- **The input**
════

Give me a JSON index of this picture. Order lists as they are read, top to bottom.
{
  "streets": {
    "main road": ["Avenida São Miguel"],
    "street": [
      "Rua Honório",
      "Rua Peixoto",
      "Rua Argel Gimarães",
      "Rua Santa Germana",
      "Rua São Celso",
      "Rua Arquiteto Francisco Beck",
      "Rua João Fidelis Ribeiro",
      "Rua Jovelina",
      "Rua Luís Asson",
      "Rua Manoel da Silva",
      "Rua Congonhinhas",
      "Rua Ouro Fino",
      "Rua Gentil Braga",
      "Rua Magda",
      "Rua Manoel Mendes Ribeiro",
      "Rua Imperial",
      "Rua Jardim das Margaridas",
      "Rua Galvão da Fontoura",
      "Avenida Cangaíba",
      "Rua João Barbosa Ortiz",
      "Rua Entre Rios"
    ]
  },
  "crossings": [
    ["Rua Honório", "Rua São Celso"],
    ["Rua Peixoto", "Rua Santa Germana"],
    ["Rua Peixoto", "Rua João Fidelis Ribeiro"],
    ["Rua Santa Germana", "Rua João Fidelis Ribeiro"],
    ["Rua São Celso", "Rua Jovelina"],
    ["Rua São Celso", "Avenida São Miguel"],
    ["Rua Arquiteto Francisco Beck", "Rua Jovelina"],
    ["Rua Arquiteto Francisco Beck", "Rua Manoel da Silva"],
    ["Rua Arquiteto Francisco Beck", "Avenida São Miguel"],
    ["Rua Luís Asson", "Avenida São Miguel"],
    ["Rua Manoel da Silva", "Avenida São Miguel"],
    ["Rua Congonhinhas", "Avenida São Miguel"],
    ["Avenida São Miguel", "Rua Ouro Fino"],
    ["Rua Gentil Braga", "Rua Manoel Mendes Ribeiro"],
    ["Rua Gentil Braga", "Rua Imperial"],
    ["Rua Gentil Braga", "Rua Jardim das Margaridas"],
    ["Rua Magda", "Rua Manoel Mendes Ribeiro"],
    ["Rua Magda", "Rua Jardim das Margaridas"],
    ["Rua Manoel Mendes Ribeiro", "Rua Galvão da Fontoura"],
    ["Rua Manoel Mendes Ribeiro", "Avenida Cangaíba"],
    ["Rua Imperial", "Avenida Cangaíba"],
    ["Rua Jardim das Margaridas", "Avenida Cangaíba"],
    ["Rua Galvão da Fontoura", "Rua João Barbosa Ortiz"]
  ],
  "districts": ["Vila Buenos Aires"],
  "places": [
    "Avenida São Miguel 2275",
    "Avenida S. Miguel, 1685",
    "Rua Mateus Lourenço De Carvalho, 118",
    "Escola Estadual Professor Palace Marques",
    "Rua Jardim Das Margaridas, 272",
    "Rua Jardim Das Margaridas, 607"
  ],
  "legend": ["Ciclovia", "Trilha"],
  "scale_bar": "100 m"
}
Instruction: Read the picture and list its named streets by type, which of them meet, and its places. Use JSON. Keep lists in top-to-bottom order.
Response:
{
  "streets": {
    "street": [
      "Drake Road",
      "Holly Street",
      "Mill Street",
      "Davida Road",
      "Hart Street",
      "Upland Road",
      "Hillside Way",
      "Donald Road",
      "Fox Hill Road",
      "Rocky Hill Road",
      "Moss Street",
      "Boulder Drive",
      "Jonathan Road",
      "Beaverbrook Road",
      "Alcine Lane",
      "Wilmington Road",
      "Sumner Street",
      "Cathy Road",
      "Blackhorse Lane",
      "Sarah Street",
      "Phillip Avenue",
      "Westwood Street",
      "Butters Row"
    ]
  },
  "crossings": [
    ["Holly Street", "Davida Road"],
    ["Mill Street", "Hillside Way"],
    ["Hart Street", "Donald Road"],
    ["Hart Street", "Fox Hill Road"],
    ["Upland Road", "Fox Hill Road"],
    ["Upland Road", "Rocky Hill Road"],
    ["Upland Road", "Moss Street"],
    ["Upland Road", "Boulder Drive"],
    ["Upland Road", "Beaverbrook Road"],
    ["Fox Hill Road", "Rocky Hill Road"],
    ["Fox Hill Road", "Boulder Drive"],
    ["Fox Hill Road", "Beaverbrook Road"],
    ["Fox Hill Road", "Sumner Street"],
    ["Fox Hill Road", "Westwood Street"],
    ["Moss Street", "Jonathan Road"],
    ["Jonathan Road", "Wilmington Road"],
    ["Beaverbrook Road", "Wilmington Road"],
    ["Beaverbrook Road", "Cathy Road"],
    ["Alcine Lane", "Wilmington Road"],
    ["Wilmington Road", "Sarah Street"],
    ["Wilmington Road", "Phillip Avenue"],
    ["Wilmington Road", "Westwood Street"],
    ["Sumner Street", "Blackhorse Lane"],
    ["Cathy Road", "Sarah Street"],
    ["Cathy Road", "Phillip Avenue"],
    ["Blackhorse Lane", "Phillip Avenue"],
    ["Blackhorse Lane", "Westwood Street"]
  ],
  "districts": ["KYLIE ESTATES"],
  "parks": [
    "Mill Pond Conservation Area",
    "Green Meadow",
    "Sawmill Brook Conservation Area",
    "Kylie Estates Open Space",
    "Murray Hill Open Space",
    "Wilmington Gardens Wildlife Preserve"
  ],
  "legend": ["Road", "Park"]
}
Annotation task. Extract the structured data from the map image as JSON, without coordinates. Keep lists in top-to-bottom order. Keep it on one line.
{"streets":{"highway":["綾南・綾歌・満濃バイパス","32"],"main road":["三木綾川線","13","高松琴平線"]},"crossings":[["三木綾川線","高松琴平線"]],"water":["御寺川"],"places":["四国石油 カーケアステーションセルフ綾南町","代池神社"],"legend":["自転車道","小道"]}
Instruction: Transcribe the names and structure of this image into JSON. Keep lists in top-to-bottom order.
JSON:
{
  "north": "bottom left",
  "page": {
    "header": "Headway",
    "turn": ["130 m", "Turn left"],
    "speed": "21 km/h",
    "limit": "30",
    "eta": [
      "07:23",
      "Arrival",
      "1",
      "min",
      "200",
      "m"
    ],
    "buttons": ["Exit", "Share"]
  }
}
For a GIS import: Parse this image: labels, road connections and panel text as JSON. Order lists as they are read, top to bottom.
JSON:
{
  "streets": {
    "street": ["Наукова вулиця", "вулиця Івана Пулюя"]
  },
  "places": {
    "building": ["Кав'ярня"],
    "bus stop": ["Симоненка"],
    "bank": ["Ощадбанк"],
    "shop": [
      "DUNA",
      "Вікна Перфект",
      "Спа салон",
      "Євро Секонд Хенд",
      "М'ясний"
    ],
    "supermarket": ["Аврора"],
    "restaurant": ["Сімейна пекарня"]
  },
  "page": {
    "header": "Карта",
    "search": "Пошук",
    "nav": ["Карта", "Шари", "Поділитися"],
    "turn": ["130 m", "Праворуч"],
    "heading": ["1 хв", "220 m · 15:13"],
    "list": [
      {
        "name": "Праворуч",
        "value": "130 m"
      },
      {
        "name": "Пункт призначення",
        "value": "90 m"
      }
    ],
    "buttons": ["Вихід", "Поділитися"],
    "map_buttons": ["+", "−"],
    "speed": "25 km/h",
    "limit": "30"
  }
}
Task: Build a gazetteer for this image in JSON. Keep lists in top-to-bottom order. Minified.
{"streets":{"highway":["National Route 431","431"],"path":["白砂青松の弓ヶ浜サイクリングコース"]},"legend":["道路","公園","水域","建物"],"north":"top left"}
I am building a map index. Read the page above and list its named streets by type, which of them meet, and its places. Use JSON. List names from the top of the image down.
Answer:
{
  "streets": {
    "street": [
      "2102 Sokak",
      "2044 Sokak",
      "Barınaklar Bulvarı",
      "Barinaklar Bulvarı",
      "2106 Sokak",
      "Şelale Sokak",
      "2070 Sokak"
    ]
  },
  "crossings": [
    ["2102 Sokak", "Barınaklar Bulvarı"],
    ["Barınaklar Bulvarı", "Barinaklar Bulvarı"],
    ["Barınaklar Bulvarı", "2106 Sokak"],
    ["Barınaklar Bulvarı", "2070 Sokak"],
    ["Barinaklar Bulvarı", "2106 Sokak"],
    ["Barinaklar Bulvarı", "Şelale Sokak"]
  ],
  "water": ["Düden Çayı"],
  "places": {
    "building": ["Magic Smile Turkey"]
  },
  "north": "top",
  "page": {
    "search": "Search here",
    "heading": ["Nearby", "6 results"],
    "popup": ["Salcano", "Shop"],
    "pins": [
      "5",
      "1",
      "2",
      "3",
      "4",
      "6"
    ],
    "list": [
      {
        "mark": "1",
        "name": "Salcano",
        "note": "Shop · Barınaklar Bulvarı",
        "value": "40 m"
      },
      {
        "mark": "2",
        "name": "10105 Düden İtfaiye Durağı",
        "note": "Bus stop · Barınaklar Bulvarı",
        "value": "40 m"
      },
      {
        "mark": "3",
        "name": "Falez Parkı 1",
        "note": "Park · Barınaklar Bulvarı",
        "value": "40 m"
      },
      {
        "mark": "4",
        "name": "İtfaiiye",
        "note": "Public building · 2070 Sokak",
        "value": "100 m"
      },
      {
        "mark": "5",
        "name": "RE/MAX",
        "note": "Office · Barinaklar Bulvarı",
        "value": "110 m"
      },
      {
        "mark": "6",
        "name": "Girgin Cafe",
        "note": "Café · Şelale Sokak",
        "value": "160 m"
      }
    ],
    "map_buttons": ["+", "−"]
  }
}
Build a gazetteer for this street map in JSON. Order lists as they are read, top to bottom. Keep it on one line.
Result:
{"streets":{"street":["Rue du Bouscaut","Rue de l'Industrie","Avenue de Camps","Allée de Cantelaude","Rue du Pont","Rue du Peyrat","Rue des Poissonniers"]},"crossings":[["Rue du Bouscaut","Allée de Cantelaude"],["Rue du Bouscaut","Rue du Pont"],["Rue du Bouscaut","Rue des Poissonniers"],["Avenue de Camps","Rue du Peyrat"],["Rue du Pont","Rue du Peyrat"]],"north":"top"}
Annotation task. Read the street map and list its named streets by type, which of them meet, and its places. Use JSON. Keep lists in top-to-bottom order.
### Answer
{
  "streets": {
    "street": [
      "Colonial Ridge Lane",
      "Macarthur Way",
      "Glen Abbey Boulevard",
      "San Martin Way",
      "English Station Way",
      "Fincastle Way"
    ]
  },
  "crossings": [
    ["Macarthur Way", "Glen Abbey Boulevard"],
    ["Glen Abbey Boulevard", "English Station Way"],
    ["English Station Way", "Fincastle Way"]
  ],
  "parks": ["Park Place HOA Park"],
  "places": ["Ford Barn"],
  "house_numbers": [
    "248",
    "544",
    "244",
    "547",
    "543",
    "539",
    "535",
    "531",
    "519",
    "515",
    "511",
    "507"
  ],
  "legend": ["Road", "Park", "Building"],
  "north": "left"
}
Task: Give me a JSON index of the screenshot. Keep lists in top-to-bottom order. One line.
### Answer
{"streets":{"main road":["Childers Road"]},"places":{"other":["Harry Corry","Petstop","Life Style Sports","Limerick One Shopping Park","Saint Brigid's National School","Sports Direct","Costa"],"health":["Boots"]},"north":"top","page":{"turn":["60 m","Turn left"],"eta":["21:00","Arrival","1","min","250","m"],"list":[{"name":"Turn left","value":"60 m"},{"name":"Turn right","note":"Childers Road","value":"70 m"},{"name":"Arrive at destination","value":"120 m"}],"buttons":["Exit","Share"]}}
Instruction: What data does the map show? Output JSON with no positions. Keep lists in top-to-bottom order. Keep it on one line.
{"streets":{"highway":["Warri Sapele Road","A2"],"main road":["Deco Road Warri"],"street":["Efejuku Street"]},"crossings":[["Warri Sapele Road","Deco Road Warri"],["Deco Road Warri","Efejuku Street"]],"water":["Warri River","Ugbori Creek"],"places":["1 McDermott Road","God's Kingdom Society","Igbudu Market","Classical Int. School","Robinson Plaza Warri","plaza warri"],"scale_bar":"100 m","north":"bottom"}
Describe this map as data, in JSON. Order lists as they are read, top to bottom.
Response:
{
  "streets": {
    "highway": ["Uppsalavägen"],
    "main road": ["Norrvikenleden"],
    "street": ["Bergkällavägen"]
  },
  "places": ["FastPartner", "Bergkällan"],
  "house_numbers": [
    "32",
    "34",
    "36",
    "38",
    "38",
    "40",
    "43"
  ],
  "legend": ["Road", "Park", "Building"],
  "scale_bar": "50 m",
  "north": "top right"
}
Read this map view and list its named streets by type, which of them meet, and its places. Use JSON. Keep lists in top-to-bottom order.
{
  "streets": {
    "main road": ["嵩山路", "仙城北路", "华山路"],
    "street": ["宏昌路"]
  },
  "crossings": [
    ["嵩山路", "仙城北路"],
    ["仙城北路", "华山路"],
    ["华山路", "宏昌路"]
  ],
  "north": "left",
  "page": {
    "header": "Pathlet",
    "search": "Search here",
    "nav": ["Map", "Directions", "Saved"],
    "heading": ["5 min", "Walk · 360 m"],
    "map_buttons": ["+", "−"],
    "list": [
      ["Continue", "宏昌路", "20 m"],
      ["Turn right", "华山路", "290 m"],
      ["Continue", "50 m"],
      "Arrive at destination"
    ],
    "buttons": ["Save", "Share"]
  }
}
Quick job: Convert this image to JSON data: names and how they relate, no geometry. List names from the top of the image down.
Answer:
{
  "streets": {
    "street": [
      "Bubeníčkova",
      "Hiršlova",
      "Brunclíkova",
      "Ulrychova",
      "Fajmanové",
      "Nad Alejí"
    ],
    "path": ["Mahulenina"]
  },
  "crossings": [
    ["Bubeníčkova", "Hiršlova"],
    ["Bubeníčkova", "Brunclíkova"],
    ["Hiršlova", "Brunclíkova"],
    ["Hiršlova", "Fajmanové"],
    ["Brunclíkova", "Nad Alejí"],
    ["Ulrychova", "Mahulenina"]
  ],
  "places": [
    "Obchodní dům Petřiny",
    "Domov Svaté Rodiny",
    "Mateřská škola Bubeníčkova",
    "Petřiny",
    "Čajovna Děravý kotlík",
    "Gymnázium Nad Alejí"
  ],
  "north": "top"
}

════

- **Work to be completed**
The entries above hold a line with "Instruction: What data" and a later line with "Describe this map". Write out exactly those lines and all lines between, nothing more.

- **Answer to this task**
Instruction: What data does the map show? Output JSON with no positions. Keep lists in top-to-bottom order. Keep it on one line.
{"streets":{"highway":["Warri Sapele Road","A2"],"main road":["Deco Road Warri"],"street":["Efejuku Street"]},"crossings":[["Warri Sapele Road","Deco Road Warri"],["Deco Road Warri","Efejuku Street"]],"water":["Warri River","Ugbori Creek"],"places":["1 McDermott Road","God's Kingdom Society","Igbudu Market","Classical Int. School","Robinson Plaza Warri","plaza warri"],"scale_bar":"100 m","north":"bottom"}
Describe this map as data, in JSON. Order lists as they are read, top to bottom.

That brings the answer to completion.